The New York Daily News - 1/15/2022

In the days and weeks and months after terrorists destroyed the World Trade Center on Sept. 11, 2001, heroes who engaged in rescue and recovery efforts breathed in toxic air. Tens of thousands of those workers have been sickened, and thousands have died. Some of that suffering may well have been prevented if the federal government, including the Occupational Safety and Health Administration, had been more aggressive in safeguarding worker health.

There is no sane historical comparison between the fallout of an attack by hijacked airplanes and a highly contagious virus — but the undeniable fact is, both resulted in potentially deadly hazards hanging in the air we breathe, and both presented specific risks to workers who were just doing their jobs in the midst of those hazards.

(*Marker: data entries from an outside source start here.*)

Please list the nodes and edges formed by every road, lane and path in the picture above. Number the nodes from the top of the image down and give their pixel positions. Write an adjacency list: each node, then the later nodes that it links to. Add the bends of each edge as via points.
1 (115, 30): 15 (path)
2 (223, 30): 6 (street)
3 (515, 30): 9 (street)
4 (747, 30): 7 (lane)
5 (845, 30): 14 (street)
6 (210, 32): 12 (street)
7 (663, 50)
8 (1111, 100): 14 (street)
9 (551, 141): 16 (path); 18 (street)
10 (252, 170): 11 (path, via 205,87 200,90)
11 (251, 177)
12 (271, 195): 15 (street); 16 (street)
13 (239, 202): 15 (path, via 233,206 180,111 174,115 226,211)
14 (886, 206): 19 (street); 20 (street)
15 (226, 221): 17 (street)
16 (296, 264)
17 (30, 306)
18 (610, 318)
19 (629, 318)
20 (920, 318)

Which is to say: Contrary to the insistence of the six-justice majority ruling that Joe Biden’s vaccine-or-test mandate for large employers illegally transformed OSHA’s narrow workplace safety mandate into an overbroad public-health mission, generalized risks like air in which dangerous particles or nasty virions travel can present concentrated and specific harm in workplaces, necessitating a robust response by the federal agency charged with protecting employees’ well-being.

A long day of indoor interactions with dozens of others greatly heightens the risk of viral transmission, which, especially for the unvaccinated, increases the risk of hospitalization and death. Of the 842,873 and counting Americans who have died of COVID, of the 1,700 still dying daily, a not-insignificant share contracted the disease at work, and may not have had they been vaccinated, or had their colleagues been required to test negative once weekly.

If a virus that travels freely from person to person in enclosed spaces across America, which has killed nearly a million of us, isn’t an extreme workplace hazard worthy of being regulated with OSHA’s emergency powers, how on earth does the same agency have the power to curb the risk of prolonged sun exposure for those who work outdoors, or of responders who breathe in pulverized concrete?